[STORED DATA — start]

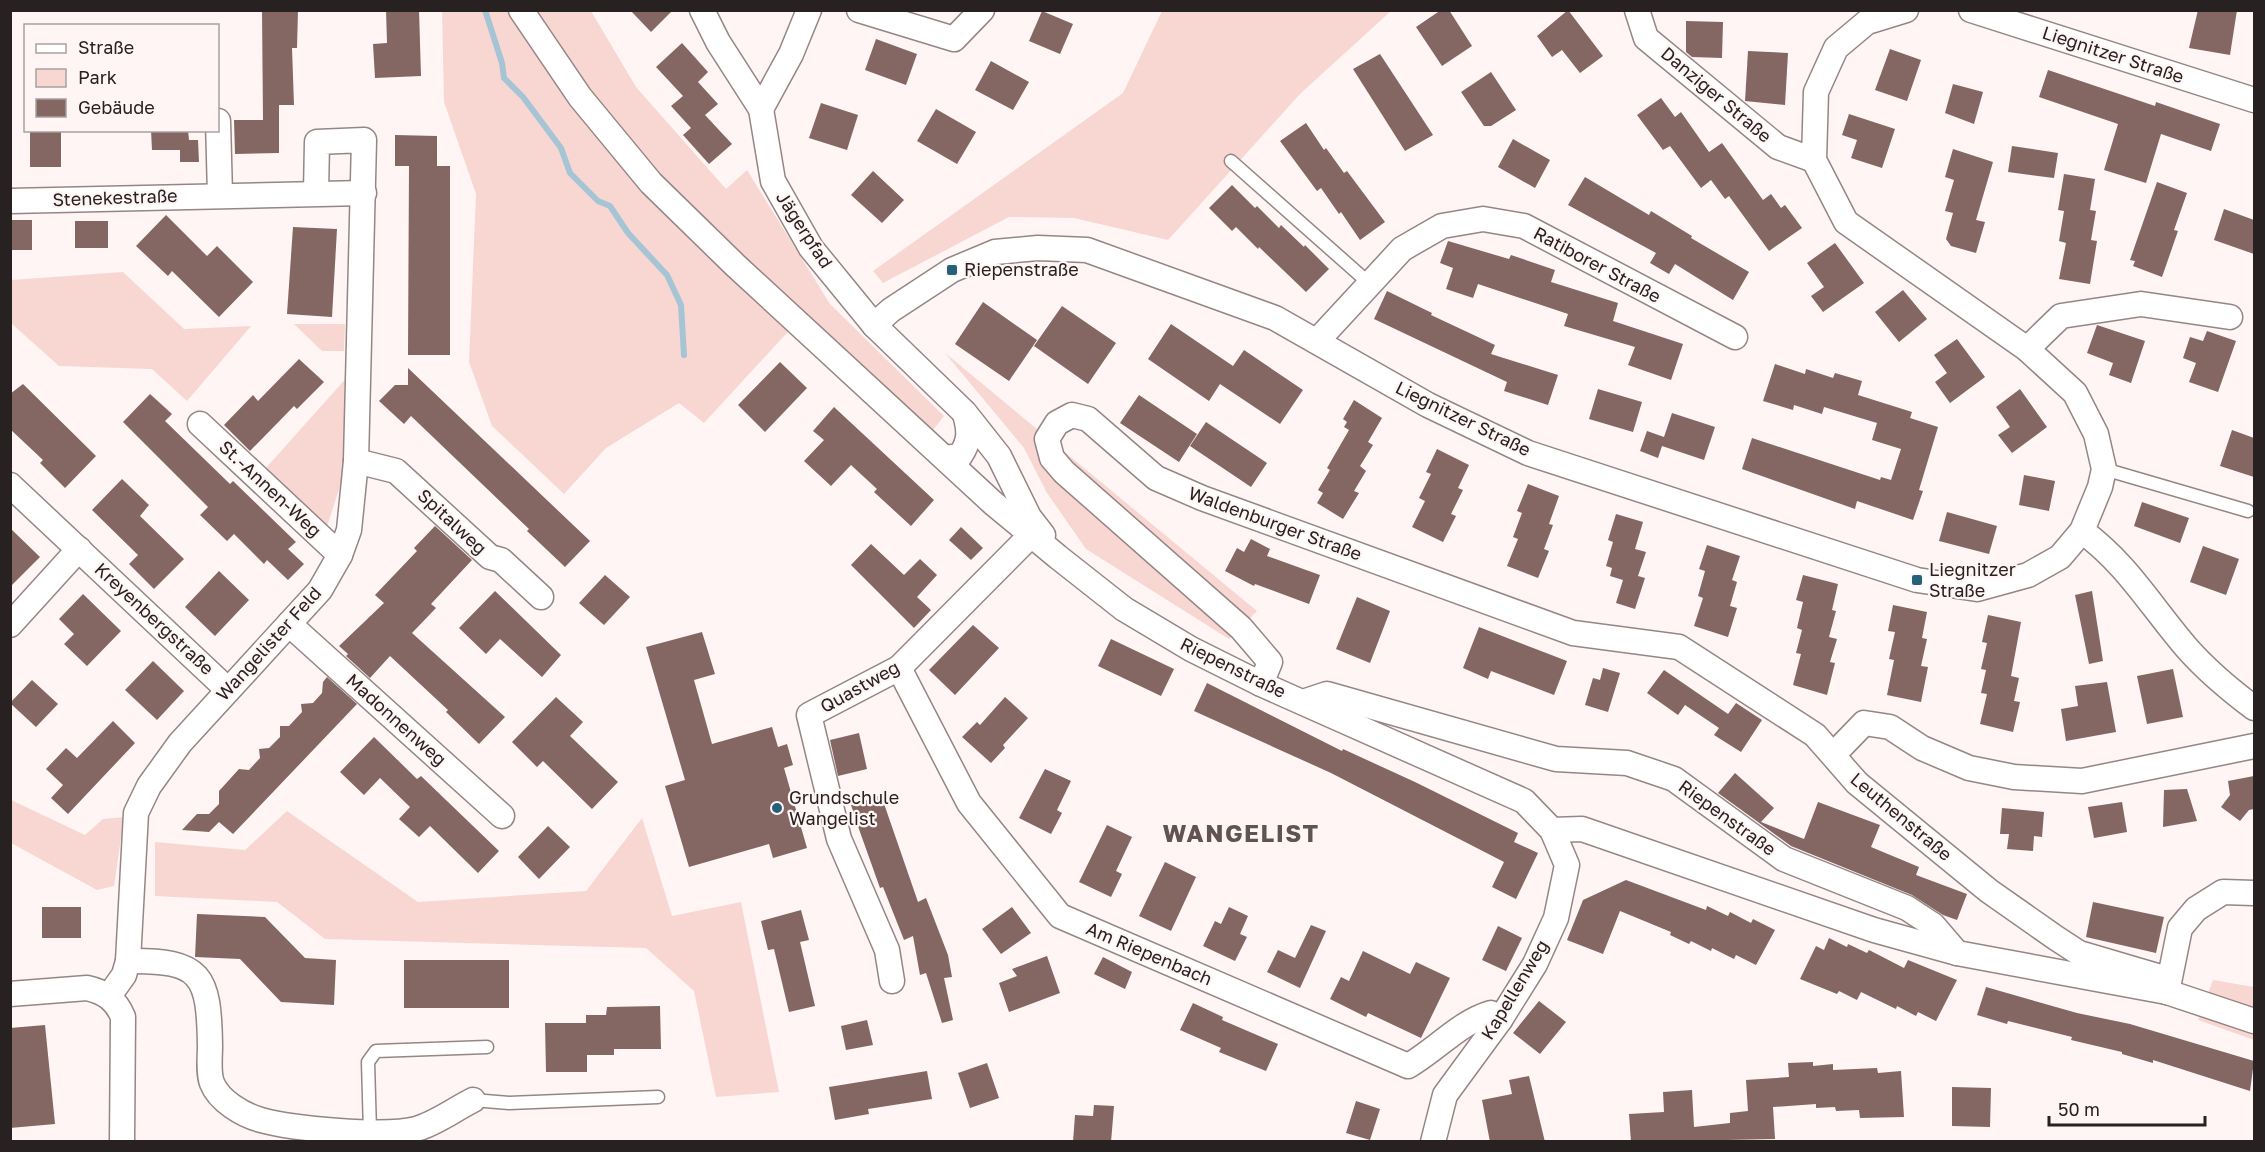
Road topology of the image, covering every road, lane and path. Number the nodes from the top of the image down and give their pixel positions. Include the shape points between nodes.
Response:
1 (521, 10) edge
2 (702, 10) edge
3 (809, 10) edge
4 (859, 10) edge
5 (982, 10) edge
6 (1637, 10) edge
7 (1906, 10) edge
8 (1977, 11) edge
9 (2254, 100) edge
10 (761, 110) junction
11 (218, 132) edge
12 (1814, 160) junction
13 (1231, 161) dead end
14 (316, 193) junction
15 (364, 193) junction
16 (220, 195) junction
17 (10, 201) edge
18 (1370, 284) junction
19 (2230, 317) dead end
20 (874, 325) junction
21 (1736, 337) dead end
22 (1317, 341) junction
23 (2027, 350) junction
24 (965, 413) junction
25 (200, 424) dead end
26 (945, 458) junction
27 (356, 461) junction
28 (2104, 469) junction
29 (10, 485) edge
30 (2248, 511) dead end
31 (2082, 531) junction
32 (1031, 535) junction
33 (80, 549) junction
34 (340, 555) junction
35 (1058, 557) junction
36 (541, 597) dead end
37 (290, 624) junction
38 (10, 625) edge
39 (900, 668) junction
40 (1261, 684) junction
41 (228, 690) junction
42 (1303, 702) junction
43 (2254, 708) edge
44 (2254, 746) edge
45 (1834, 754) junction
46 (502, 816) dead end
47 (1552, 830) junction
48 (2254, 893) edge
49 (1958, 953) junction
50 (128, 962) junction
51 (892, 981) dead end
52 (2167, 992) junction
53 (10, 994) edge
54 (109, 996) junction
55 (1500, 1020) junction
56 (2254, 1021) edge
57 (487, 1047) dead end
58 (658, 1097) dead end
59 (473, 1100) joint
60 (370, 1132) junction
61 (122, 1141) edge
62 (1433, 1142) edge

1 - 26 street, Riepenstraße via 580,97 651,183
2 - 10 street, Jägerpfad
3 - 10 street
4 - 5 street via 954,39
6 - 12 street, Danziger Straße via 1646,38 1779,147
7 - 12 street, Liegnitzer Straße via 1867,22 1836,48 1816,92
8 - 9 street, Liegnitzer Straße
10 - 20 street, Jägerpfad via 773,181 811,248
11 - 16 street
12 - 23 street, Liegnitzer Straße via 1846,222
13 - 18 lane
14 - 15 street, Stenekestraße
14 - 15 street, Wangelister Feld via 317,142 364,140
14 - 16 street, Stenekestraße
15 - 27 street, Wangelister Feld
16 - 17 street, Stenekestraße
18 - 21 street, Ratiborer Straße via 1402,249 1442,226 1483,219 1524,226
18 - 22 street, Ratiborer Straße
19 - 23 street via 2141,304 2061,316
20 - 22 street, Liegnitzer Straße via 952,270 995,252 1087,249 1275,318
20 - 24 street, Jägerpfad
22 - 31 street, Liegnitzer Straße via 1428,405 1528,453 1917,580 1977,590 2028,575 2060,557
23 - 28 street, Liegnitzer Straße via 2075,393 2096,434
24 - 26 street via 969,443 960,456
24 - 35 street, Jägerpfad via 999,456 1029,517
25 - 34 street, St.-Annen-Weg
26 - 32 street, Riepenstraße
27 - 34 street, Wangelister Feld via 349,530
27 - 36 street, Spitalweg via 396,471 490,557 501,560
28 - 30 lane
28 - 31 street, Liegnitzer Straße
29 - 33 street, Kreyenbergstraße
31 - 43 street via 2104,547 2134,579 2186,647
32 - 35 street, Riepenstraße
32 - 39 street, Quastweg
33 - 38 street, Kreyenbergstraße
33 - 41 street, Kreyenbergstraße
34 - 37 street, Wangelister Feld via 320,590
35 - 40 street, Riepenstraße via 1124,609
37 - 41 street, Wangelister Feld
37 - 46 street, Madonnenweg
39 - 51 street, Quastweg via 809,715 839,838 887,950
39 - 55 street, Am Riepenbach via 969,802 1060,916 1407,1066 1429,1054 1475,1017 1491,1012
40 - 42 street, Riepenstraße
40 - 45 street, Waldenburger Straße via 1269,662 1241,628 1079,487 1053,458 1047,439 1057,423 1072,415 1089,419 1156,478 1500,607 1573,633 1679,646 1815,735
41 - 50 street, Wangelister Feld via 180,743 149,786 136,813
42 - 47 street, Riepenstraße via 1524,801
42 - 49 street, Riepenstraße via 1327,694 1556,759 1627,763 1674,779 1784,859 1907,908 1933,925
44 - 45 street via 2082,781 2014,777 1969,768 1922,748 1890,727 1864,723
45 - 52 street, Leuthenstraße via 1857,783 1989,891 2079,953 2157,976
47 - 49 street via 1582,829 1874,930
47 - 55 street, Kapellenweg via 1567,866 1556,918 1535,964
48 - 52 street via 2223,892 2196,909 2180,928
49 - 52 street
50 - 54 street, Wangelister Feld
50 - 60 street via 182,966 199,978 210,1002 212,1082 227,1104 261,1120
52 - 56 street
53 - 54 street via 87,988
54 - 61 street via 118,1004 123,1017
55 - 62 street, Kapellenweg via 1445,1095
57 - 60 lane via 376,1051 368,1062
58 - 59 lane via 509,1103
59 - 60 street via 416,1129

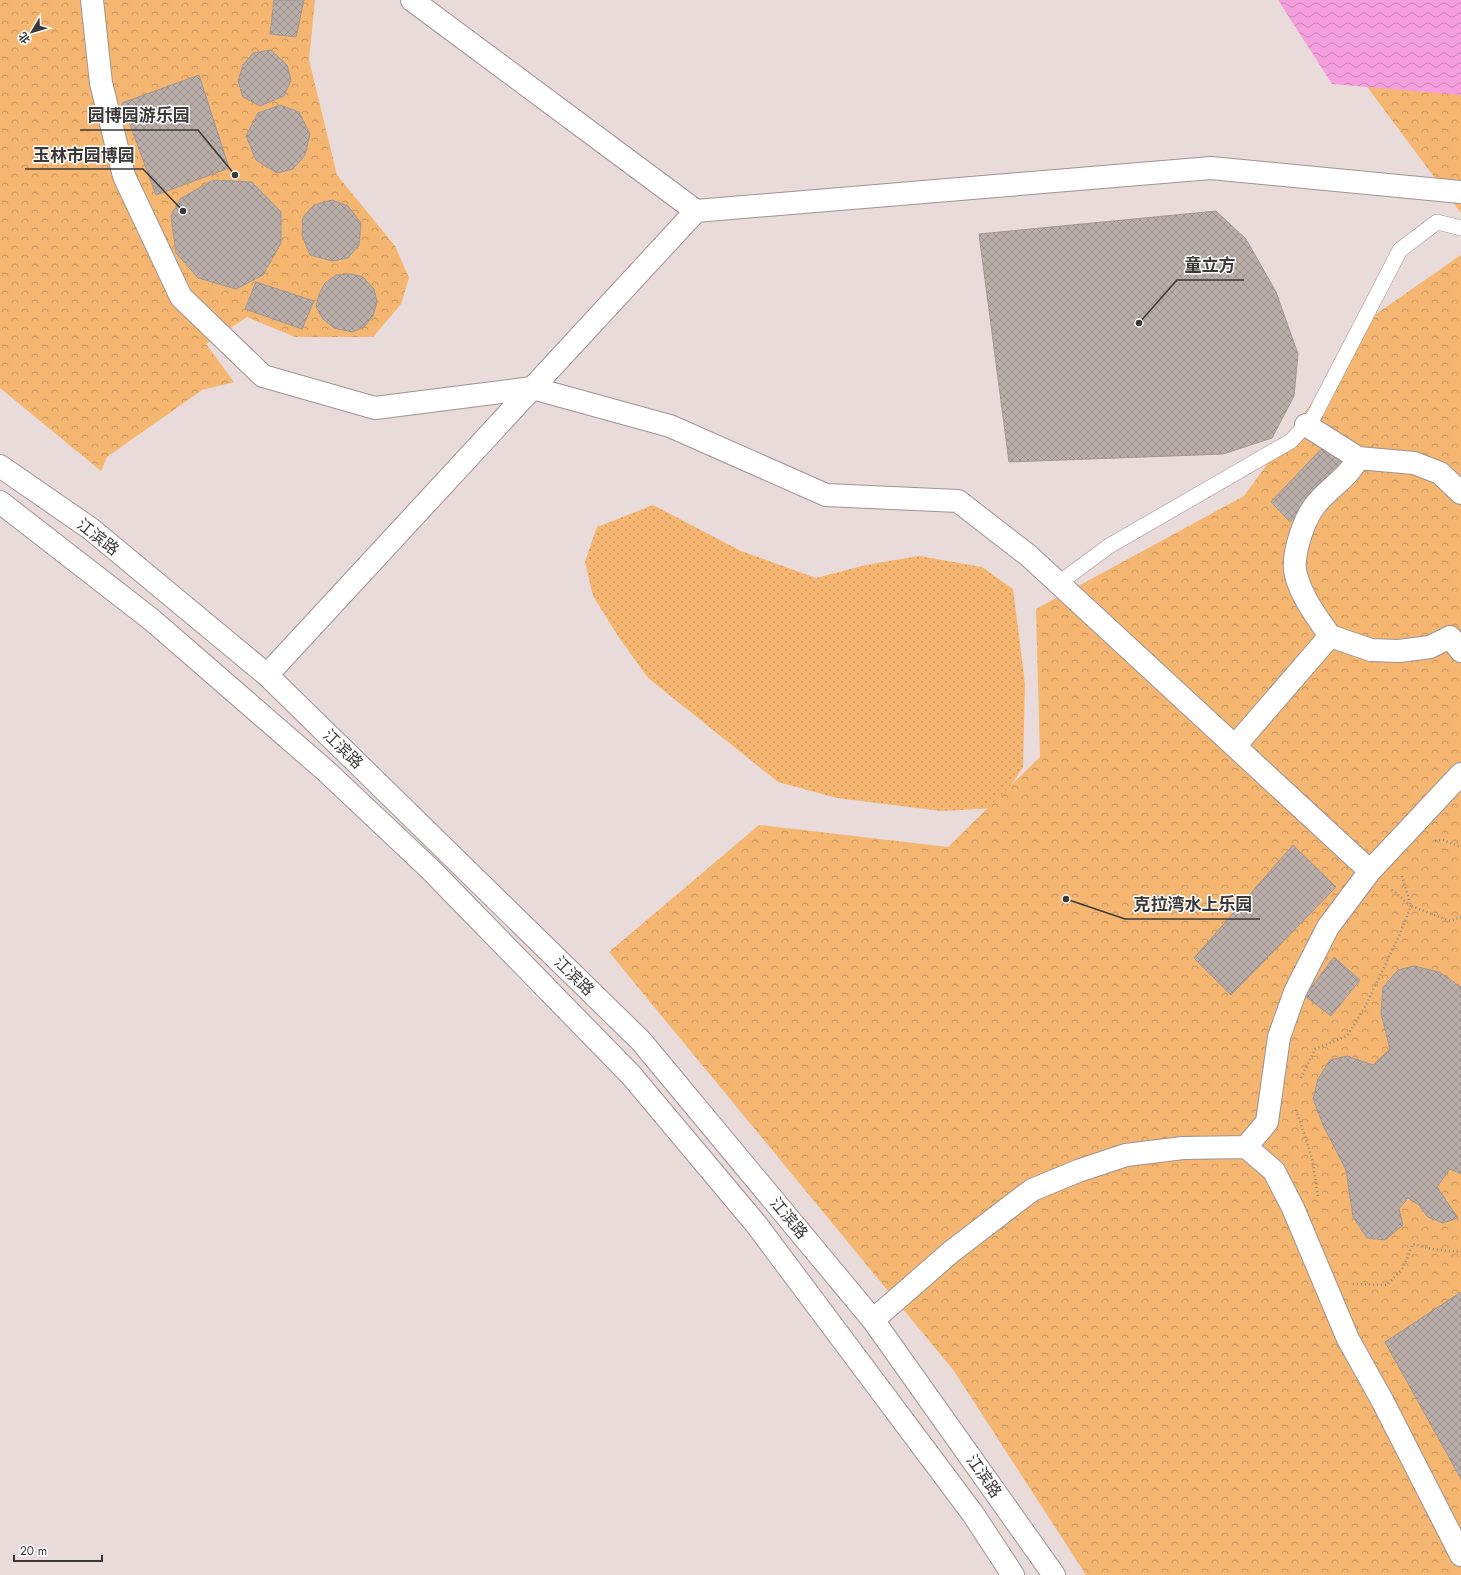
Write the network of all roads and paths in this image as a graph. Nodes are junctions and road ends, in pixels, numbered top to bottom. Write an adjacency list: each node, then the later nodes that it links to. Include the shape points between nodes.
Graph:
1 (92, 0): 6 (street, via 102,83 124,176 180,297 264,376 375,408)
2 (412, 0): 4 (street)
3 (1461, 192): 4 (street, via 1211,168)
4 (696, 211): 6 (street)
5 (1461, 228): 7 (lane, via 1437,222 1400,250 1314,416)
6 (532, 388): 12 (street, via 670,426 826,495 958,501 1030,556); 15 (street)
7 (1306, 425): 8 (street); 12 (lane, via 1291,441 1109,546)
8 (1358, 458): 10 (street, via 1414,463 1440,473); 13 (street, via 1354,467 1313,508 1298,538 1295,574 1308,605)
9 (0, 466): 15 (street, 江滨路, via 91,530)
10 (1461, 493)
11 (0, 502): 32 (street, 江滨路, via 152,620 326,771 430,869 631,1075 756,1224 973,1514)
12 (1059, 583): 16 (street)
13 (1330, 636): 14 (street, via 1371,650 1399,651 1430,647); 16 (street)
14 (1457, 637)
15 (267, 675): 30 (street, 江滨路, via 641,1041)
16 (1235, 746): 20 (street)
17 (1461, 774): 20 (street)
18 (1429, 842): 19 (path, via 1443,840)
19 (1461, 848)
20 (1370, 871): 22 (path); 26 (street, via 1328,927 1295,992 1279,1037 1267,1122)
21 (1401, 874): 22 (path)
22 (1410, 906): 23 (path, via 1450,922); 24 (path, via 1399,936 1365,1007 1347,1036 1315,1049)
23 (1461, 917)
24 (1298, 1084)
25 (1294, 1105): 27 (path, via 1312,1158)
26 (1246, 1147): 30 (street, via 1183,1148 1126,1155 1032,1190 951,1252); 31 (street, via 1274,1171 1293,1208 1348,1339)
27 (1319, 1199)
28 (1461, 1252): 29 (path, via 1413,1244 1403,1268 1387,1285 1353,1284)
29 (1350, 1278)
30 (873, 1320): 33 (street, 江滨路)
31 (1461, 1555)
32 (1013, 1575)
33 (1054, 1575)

[STORED DATA — finish]

• [YOUR GOAL]
Exclude the pictures and reproduce every entry exactly.

• [EXPECTED OUTPUT]
Road topology of the image, covering every road, lane and path. Number the nodes from the top of the image down and give their pixel positions. Include the shape points between nodes.
Response:
1 (521, 10) edge
2 (702, 10) edge
3 (809, 10) edge
4 (859, 10) edge
5 (982, 10) edge
6 (1637, 10) edge
7 (1906, 10) edge
8 (1977, 11) edge
9 (2254, 100) edge
10 (761, 110) junction
11 (218, 132) edge
12 (1814, 160) junction
13 (1231, 161) dead end
14 (316, 193) junction
15 (364, 193) junction
16 (220, 195) junction
17 (10, 201) edge
18 (1370, 284) junction
19 (2230, 317) dead end
20 (874, 325) junction
21 (1736, 337) dead end
22 (1317, 341) junction
23 (2027, 350) junction
24 (965, 413) junction
25 (200, 424) dead end
26 (945, 458) junction
27 (356, 461) junction
28 (2104, 469) junction
29 (10, 485) edge
30 (2248, 511) dead end
31 (2082, 531) junction
32 (1031, 535) junction
33 (80, 549) junction
34 (340, 555) junction
35 (1058, 557) junction
36 (541, 597) dead end
37 (290, 624) junction
38 (10, 625) edge
39 (900, 668) junction
40 (1261, 684) junction
41 (228, 690) junction
42 (1303, 702) junction
43 (2254, 708) edge
44 (2254, 746) edge
45 (1834, 754) junction
46 (502, 816) dead end
47 (1552, 830) junction
48 (2254, 893) edge
49 (1958, 953) junction
50 (128, 962) junction
51 (892, 981) dead end
52 (2167, 992) junction
53 (10, 994) edge
54 (109, 996) junction
55 (1500, 1020) junction
56 (2254, 1021) edge
57 (487, 1047) dead end
58 (658, 1097) dead end
59 (473, 1100) joint
60 (370, 1132) junction
61 (122, 1141) edge
62 (1433, 1142) edge

1 - 26 street, Riepenstraße via 580,97 651,183
2 - 10 street, Jägerpfad
3 - 10 street
4 - 5 street via 954,39
6 - 12 street, Danziger Straße via 1646,38 1779,147
7 - 12 street, Liegnitzer Straße via 1867,22 1836,48 1816,92
8 - 9 street, Liegnitzer Straße
10 - 20 street, Jägerpfad via 773,181 811,248
11 - 16 street
12 - 23 street, Liegnitzer Straße via 1846,222
13 - 18 lane
14 - 15 street, Stenekestraße
14 - 15 street, Wangelister Feld via 317,142 364,140
14 - 16 street, Stenekestraße
15 - 27 street, Wangelister Feld
16 - 17 street, Stenekestraße
18 - 21 street, Ratiborer Straße via 1402,249 1442,226 1483,219 1524,226
18 - 22 street, Ratiborer Straße
19 - 23 street via 2141,304 2061,316
20 - 22 street, Liegnitzer Straße via 952,270 995,252 1087,249 1275,318
20 - 24 street, Jägerpfad
22 - 31 street, Liegnitzer Straße via 1428,405 1528,453 1917,580 1977,590 2028,575 2060,557
23 - 28 street, Liegnitzer Straße via 2075,393 2096,434
24 - 26 street via 969,443 960,456
24 - 35 street, Jägerpfad via 999,456 1029,517
25 - 34 street, St.-Annen-Weg
26 - 32 street, Riepenstraße
27 - 34 street, Wangelister Feld via 349,530
27 - 36 street, Spitalweg via 396,471 490,557 501,560
28 - 30 lane
28 - 31 street, Liegnitzer Straße
29 - 33 street, Kreyenbergstraße
31 - 43 street via 2104,547 2134,579 2186,647
32 - 35 street, Riepenstraße
32 - 39 street, Quastweg
33 - 38 street, Kreyenbergstraße
33 - 41 street, Kreyenbergstraße
34 - 37 street, Wangelister Feld via 320,590
35 - 40 street, Riepenstraße via 1124,609
37 - 41 street, Wangelister Feld
37 - 46 street, Madonnenweg
39 - 51 street, Quastweg via 809,715 839,838 887,950
39 - 55 street, Am Riepenbach via 969,802 1060,916 1407,1066 1429,1054 1475,1017 1491,1012
40 - 42 street, Riepenstraße
40 - 45 street, Waldenburger Straße via 1269,662 1241,628 1079,487 1053,458 1047,439 1057,423 1072,415 1089,419 1156,478 1500,607 1573,633 1679,646 1815,735
41 - 50 street, Wangelister Feld via 180,743 149,786 136,813
42 - 47 street, Riepenstraße via 1524,801
42 - 49 street, Riepenstraße via 1327,694 1556,759 1627,763 1674,779 1784,859 1907,908 1933,925
44 - 45 street via 2082,781 2014,777 1969,768 1922,748 1890,727 1864,723
45 - 52 street, Leuthenstraße via 1857,783 1989,891 2079,953 2157,976
47 - 49 street via 1582,829 1874,930
47 - 55 street, Kapellenweg via 1567,866 1556,918 1535,964
48 - 52 street via 2223,892 2196,909 2180,928
49 - 52 street
50 - 54 street, Wangelister Feld
50 - 60 street via 182,966 199,978 210,1002 212,1082 227,1104 261,1120
52 - 56 street
53 - 54 street via 87,988
54 - 61 street via 118,1004 123,1017
55 - 62 street, Kapellenweg via 1445,1095
57 - 60 lane via 376,1051 368,1062
58 - 59 lane via 509,1103
59 - 60 street via 416,1129

Write the network of all roads and paths in this image as a graph. Nodes are junctions and road ends, in pixels, numbered top to bottom. Write an adjacency list: each node, then the later nodes that it links to. Include the shape points between nodes.
Graph:
1 (92, 0): 6 (street, via 102,83 124,176 180,297 264,376 375,408)
2 (412, 0): 4 (street)
3 (1461, 192): 4 (street, via 1211,168)
4 (696, 211): 6 (street)
5 (1461, 228): 7 (lane, via 1437,222 1400,250 1314,416)
6 (532, 388): 12 (street, via 670,426 826,495 958,501 1030,556); 15 (street)
7 (1306, 425): 8 (street); 12 (lane, via 1291,441 1109,546)
8 (1358, 458): 10 (street, via 1414,463 1440,473); 13 (street, via 1354,467 1313,508 1298,538 1295,574 1308,605)
9 (0, 466): 15 (street, 江滨路, via 91,530)
10 (1461, 493)
11 (0, 502): 32 (street, 江滨路, via 152,620 326,771 430,869 631,1075 756,1224 973,1514)
12 (1059, 583): 16 (street)
13 (1330, 636): 14 (street, via 1371,650 1399,651 1430,647); 16 (street)
14 (1457, 637)
15 (267, 675): 30 (street, 江滨路, via 641,1041)
16 (1235, 746): 20 (street)
17 (1461, 774): 20 (street)
18 (1429, 842): 19 (path, via 1443,840)
19 (1461, 848)
20 (1370, 871): 22 (path); 26 (street, via 1328,927 1295,992 1279,1037 1267,1122)
21 (1401, 874): 22 (path)
22 (1410, 906): 23 (path, via 1450,922); 24 (path, via 1399,936 1365,1007 1347,1036 1315,1049)
23 (1461, 917)
24 (1298, 1084)
25 (1294, 1105): 27 (path, via 1312,1158)
26 (1246, 1147): 30 (street, via 1183,1148 1126,1155 1032,1190 951,1252); 31 (street, via 1274,1171 1293,1208 1348,1339)
27 (1319, 1199)
28 (1461, 1252): 29 (path, via 1413,1244 1403,1268 1387,1285 1353,1284)
29 (1350, 1278)
30 (873, 1320): 33 (street, 江滨路)
31 (1461, 1555)
32 (1013, 1575)
33 (1054, 1575)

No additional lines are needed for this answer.